Sportswire Feb 2 2009
YES YOU CANNABIS
Olympic inspiration Phelps embroiled in weed scandal.

U.S. swimmer Michael Phelps, who won eight gold medals at the Beijing Summer Olympics last year, was at the center of a scandal yesterday when a photo of him using his superhuman lungs to suck a bong load appeared in the British tabloid News of the World. The photo was snapped at a party he attended at the University of South Carolina during a four-month break in his swimming schedule. Phelps didn’t bother with a denial. Instead he admitted that, yup, he was smoking out with some friends. Got higher than a kite in fact, and got rather memorably laid that night too, but not before snorting several fat rails of coke off the waxed montes veneris of two eighteen year-old Croatian exchange students.

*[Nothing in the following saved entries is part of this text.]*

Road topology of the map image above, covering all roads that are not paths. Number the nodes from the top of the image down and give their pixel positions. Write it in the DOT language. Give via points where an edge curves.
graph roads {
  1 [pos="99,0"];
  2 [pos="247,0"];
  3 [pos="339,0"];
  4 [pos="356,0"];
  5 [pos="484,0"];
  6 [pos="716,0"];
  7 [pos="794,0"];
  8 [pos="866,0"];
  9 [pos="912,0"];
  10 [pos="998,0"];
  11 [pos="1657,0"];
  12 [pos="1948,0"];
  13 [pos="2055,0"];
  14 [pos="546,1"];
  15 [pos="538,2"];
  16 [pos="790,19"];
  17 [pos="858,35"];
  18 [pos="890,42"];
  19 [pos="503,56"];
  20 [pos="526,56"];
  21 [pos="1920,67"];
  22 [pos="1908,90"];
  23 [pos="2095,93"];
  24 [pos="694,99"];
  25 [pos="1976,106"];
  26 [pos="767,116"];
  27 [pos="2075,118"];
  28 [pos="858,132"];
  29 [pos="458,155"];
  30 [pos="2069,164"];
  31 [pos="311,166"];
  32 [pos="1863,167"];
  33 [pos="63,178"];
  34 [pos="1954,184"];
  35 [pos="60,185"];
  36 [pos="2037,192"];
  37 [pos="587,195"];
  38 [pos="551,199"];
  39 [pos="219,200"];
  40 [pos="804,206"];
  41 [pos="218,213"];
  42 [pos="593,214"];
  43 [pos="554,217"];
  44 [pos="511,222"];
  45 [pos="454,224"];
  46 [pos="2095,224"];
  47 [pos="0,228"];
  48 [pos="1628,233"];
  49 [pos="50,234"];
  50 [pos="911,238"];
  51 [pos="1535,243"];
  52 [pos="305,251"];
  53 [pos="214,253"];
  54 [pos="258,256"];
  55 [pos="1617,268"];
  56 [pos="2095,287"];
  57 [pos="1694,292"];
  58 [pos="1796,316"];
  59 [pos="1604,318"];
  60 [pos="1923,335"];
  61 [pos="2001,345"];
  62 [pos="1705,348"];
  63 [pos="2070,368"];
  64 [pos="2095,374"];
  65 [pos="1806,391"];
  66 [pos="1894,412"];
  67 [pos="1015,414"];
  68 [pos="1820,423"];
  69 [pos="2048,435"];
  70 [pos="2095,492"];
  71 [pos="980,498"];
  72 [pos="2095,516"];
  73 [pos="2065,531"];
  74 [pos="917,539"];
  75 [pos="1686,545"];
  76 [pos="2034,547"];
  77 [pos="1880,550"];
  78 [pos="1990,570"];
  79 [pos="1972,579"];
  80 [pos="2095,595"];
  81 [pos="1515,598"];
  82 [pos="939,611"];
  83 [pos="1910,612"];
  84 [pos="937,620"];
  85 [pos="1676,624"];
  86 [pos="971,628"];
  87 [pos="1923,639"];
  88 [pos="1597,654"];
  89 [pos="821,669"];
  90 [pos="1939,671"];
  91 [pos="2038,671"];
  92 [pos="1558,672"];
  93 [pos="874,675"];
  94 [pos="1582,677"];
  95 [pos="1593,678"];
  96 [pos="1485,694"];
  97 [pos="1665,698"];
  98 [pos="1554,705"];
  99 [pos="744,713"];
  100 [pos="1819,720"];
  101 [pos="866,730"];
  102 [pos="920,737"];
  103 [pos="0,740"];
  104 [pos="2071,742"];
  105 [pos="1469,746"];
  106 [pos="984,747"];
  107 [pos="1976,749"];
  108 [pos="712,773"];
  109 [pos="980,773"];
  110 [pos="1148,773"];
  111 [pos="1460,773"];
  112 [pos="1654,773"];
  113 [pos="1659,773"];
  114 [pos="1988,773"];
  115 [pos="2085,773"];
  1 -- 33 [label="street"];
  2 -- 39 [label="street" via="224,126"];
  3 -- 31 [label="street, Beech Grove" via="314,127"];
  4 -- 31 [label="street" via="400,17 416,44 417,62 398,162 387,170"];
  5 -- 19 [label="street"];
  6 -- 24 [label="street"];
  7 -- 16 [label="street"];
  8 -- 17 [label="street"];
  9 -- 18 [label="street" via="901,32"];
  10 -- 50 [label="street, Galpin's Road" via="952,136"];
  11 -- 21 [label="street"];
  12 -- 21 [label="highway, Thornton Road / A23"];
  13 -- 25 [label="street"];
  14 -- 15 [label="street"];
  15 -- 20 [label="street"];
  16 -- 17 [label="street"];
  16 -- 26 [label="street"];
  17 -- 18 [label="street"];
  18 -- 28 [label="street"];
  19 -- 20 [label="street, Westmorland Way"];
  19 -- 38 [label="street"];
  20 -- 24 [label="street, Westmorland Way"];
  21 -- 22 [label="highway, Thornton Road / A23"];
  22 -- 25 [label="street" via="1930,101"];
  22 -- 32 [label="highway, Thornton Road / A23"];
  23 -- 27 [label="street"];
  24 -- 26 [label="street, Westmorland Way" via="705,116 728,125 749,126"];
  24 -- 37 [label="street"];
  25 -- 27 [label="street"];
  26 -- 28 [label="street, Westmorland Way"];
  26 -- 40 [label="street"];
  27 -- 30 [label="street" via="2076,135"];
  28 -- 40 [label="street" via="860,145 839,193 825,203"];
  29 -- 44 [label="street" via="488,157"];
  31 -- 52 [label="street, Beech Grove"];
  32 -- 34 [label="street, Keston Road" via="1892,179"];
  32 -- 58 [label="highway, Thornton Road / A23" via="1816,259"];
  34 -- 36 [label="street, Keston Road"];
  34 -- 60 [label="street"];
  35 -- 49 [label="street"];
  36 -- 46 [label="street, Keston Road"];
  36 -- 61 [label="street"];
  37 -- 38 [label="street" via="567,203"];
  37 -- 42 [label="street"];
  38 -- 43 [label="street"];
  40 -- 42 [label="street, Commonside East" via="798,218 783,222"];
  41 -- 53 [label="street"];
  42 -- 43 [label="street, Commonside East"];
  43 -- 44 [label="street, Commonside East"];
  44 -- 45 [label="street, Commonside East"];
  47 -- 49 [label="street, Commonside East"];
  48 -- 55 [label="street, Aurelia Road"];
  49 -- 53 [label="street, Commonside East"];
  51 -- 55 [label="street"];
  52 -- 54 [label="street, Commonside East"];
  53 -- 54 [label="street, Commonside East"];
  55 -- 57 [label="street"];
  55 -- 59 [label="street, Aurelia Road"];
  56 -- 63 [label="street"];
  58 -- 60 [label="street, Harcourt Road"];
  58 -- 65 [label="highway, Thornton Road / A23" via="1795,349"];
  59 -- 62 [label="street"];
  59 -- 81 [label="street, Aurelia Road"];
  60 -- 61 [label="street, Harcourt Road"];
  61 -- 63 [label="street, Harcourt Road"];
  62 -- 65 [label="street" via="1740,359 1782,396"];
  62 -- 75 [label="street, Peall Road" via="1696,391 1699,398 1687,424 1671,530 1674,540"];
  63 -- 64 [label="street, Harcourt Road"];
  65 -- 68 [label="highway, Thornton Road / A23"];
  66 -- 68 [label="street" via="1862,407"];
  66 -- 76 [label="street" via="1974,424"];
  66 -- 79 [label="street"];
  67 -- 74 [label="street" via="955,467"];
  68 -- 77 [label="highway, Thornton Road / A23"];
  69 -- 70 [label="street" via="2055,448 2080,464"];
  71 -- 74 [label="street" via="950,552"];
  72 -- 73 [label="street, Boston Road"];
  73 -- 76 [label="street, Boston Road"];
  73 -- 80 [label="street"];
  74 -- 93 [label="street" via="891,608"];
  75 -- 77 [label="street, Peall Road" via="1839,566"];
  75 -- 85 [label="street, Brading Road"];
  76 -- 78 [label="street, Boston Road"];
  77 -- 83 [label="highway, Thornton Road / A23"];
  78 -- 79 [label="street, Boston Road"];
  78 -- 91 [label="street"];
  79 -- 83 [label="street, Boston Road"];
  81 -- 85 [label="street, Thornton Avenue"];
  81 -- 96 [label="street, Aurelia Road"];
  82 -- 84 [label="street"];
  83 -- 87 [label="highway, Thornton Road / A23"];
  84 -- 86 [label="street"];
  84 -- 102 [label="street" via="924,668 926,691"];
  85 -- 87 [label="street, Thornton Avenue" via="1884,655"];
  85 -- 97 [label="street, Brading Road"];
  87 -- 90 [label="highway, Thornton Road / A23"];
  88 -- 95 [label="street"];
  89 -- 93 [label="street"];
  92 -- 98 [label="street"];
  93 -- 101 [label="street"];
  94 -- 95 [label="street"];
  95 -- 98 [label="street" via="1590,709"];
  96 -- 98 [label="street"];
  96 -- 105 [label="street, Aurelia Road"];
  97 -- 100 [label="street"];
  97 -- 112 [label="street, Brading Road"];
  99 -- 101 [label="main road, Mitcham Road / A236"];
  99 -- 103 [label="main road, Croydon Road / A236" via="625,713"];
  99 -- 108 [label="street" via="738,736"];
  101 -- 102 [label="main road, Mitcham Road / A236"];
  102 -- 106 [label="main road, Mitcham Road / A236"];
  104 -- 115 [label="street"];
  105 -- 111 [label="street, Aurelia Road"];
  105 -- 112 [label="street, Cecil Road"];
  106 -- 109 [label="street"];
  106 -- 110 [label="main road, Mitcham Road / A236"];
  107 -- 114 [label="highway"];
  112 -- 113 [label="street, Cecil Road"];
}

Mere hours after Phelps’ admission, the U.S. Olympic Committee voiced concern for America's impressionable children in a statement describing Phelps as a role model who was “well aware of the responsibilities and accountability that come with setting a positive example for others, particularly young people.” In a seemingly coordinated move, conservatives in the U.S. Congress introduced a bill that would require American cities to restaff all police and sheriff’s departments with children. Republican Mitt Romney said, “We have conditioned Americans to feel such anxiety for the well-being of children that we believe crime will virtually vanish for fear that an all-child police force might potentially encounter it.”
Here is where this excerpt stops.